Sunday, September 18, 2005

“You Fill My Cup” (September 18, 2005)

My sister Grace held a Bible study in her home last week with about a dozen women from her church. They all had to bring a mug that meant something to them, and the theme had to do with the filling of our spiritual cups. At one point Grace (whose name, like Jacob or Nabal in the Bible, is providentially matched to her character) told each of the women present how they filled her cup.

Mary does it by talking to Lilliet, Grace's adopted Down Syndrome daughter. Grace said to Mary, "I know that Lilliet is not easy to talk to, but every Sunday at church you go up to her and greet her and ask her how her week was. That fills my cup."

Beth does it by making sure Grace is not alone on a day of grief, like Annie's birthday. Annie was Grace's other retarded adopted daughter who died a year ago of heart failure. "Beth, you visited me on Annie's birthday. That fills my cup."

Jane, Ruth and Nancy do it just by coming to church! Jane has a 6-month old and a 2-year-old, and Grace knows from experience how hard it is to get little ones ready for Sunday worship. Ruth has scoliosis and lives in constant pain, but somehow that does not keep her from church. And Nancy has been hit so hard by life's woes that it is a wonder she can stand at all. She is 23, was raised by foster parents, and has three children - the oldest of which is 4. Seven months ago Nancy's step-father-in-law murdered three people before taking his own life. Three months ago Nancy's husband also committed suicide, and so she moved back in with her foster parents. Grace said, "When you walk into church on Sunday mornings, that fills my cup."

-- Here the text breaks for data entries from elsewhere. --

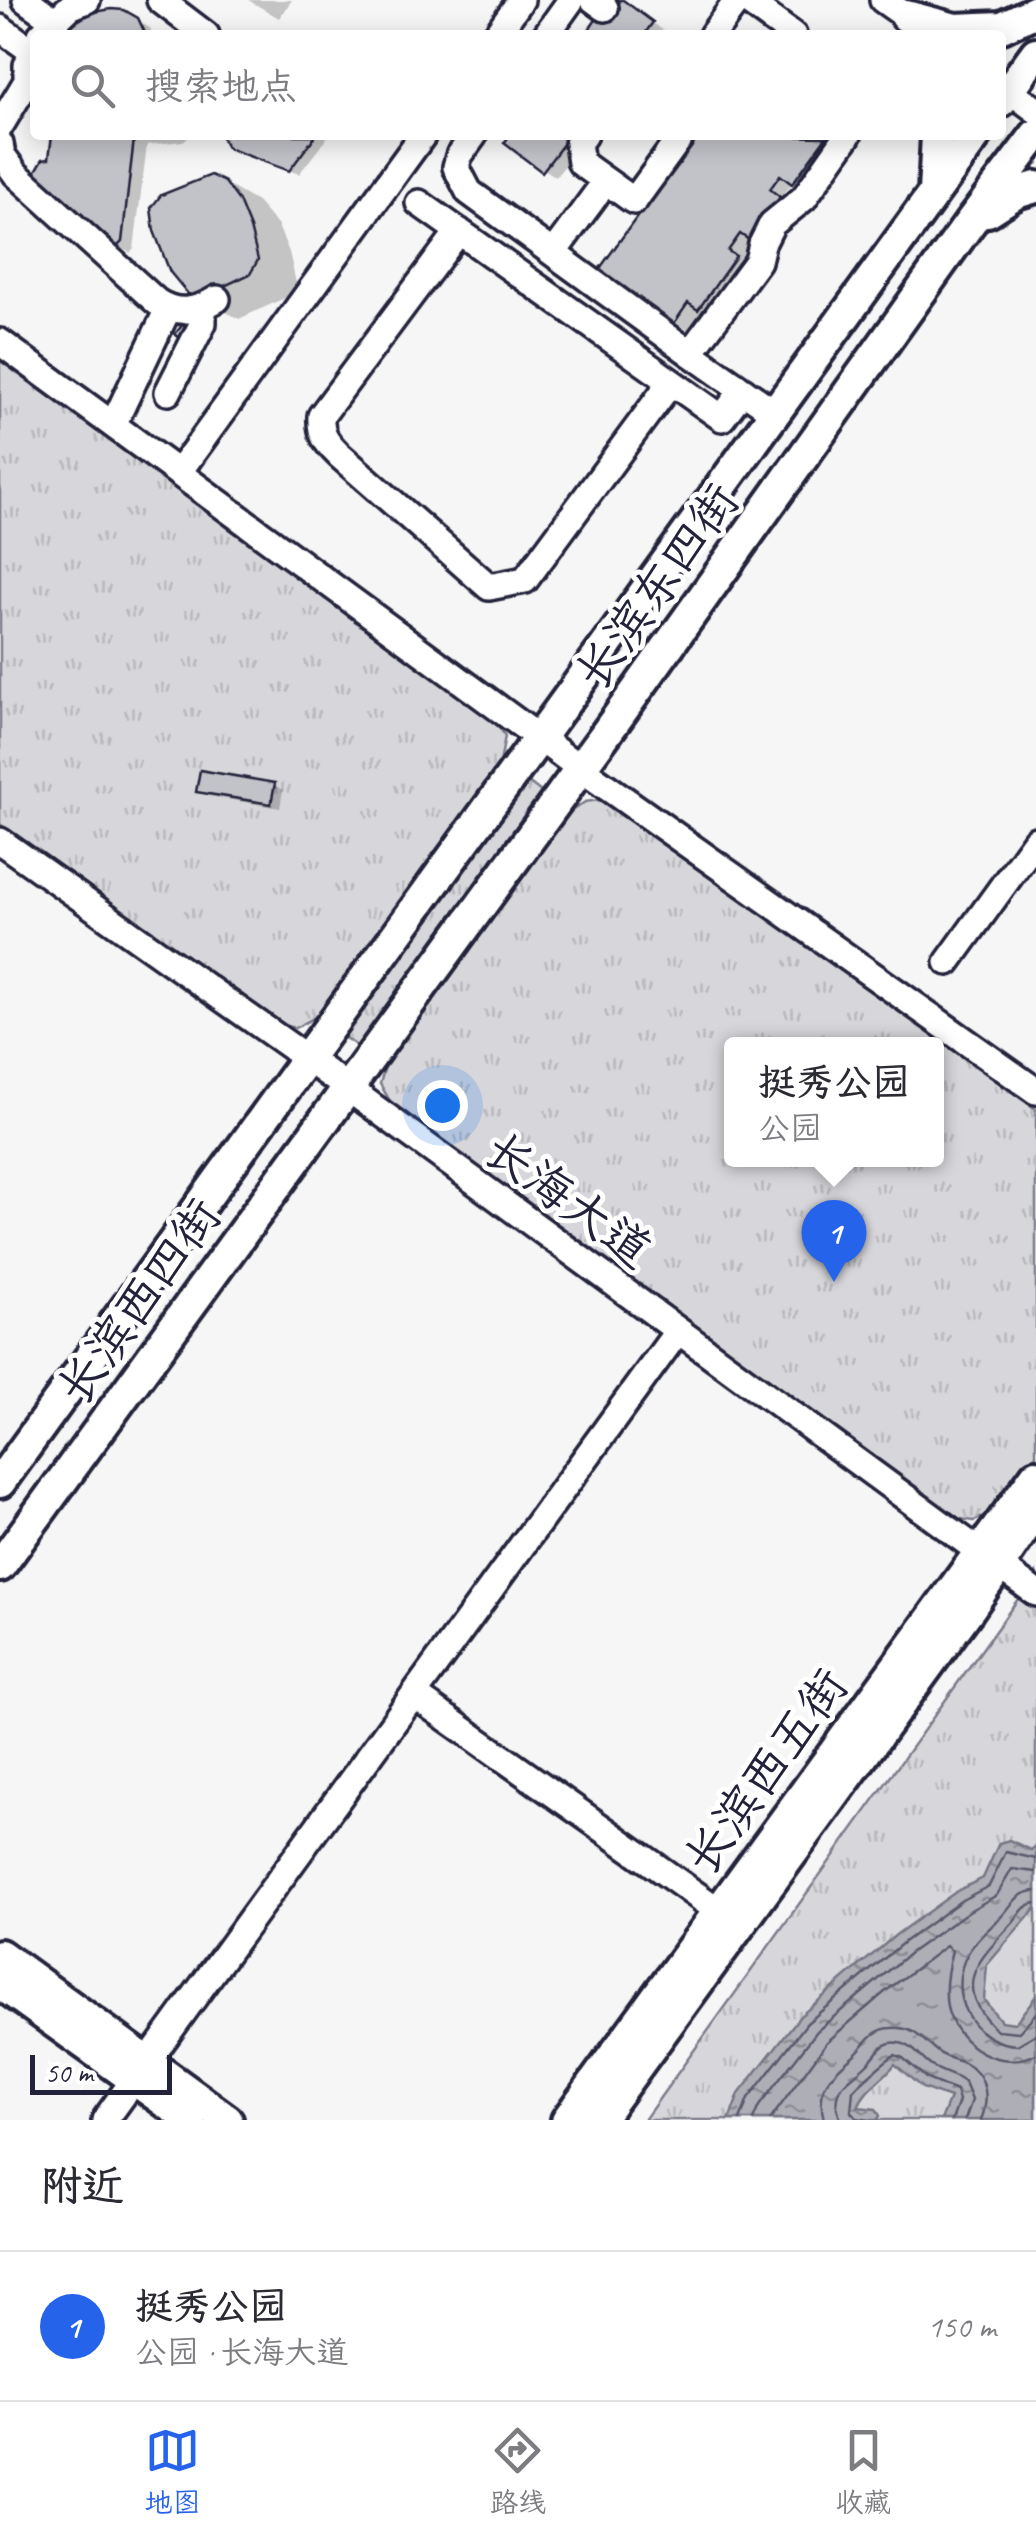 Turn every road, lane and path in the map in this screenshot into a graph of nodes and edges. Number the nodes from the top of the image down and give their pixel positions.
1 (26, 0) edge
2 (87, 0) edge
3 (160, 0) edge
4 (521, 0) edge
5 (571, 0) edge
6 (742, 0) edge
7 (1036, 12) edge
8 (901, 17) edge
9 (0, 28) edge
10 (38, 30) edge
11 (49, 30) edge
12 (199, 30) edge
13 (500, 30) edge
14 (550, 30) edge
15 (716, 30) edge
16 (786, 30) edge
17 (923, 30) edge
18 (30, 35) edge
19 (1036, 52) edge
20 (30, 72) edge
21 (1006, 90) edge
22 (1006, 93) edge
23 (1036, 110) edge
24 (0, 126) edge
25 (1036, 135) edge
26 (420, 140) edge
27 (470, 140) edge
28 (580, 140) edge
29 (678, 140) edge
30 (845, 140) edge
31 (938, 140) edge
32 (972, 140) edge
33 (0, 144) edge
34 (606, 181) junction
35 (1036, 187) edge
36 (934, 193) junction
37 (419, 203) dead end
38 (968, 224) junction
39 (459, 230) junction
40 (553, 253) junction
41 (168, 309) junction
42 (0, 342) edge
43 (690, 353) junction
44 (671, 382) junction
45 (743, 390) junction
46 (168, 392) dead end
47 (774, 412) junction
48 (113, 425) junction
49 (178, 474) junction
50 (538, 738) junction
51 (580, 768) junction
52 (1036, 840) edge
53 (0, 841) edge
54 (948, 962) dead end
55 (308, 1059) junction
56 (348, 1088) junction
57 (1036, 1091) edge
58 (677, 1332) junction
59 (1036, 1474) edge
60 (0, 1482) edge
61 (1036, 1511) edge
62 (989, 1558) junction
63 (0, 1566) edge
64 (1036, 1593) edge
65 (414, 1695) junction
66 (719, 1910) junction
67 (0, 1955) edge
68 (0, 1983) edge
69 (142, 2070) junction
70 (105, 2120) edge
71 (191, 2120) edge
72 (227, 2120) edge
73 (568, 2120) edge
74 (598, 2120) edge

1 - 10 street
2 - 11 street
3 - 12 street
4 - 13 street
5 - 14 street
6 - 15 street
6 - 16 street
7 - 8 main road
8 - 17 street
9 - 18 street
19 - 21 main road
20 - 24 street
22 - 23 street
25 - 38 main road, 长滨东四街
26 - 49 street
27 - 40 street
28 - 34 street
29 - 34 street
30 - 43 street
31 - 36 main road
32 - 36 main road, 长滨东四街
33 - 41 street
34 - 40 street
35 - 38 main road
36 - 47 main road, 长滨东四街
37 - 39 street
38 - 51 main road, 长滨东四街
39 - 44 street
39 - 44 street
40 - 43 street
41 - 46 street
41 - 48 street
42 - 48 street
43 - 45 street
44 - 45 street
45 - 47 street
47 - 50 main road, 长滨东四街
48 - 49 street
49 - 50 street
50 - 51 street
50 - 55 main road, 长滨东四街
51 - 56 main road, 长滨东四街
51 - 57 street
52 - 54 street
53 - 55 street, 长海大道
55 - 56 street, 长海大道
55 - 60 main road, 长滨西四街
56 - 58 street, 长海大道
56 - 63 main road, 长滨西四街
58 - 62 street, 长海大道
58 - 65 street
59 - 62 main road, 长滨西五街
61 - 62 main road, 长滨西五街
62 - 64 street, 长海大道
62 - 66 main road, 长滨西五街
62 - 74 main road, 长滨西五街
65 - 66 street
65 - 69 street
66 - 73 main road, 长滨西五街
67 - 69 main road
68 - 69 main road
69 - 70 street
69 - 71 main road
69 - 72 main road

A characteristic that I share with my sister is that I too draw spiritual sustenance from those who persevere in the Lord despite grave sorrow and setback. Like my friend Hosea (not his real name). Some time ago I emailed him the following quote from C. S. Lewis:

"The husband is the head of the wife just in so far as he is to her what Christ is to the Church. He is to love her as Christ loved the Church...and give his life for her (Ephesians 5:25, emphasis original). This headship, then, is most fully embodied not in the husband we should all wish to be but in him whose marriage is most like a crucifixion; whose wife receives most and gives least, is most unworthy of him, is - in her own mere nature - least lovable."

What I didn't know at the time was that Hosea's own marriage was "most like a crucifixion." His wife has run up $74,000 of credit card debt, she curses him and the children with unspeakably foul and hostile language, she has threatened to kill him, she has alienated their mutual friends. And yet Hosea continues to serve the Lord, honors his vows, seeks to do what is right, has ministered frequently to me with words of wisdom and grace in the midst of my own pain. That fills my cup.

A few days ago I turned off a local Christian radio station in disgust as some idiot (forgive me) bragged about the methods he used "to make my good marriage a GREAT marriage." Yeah, right. Look, moron, how hard is it to have a great marriage when your wife is pleasant and godly and loves the Lord? You don't have anything to say to me, and you sure don't fill my cup. Hosea does.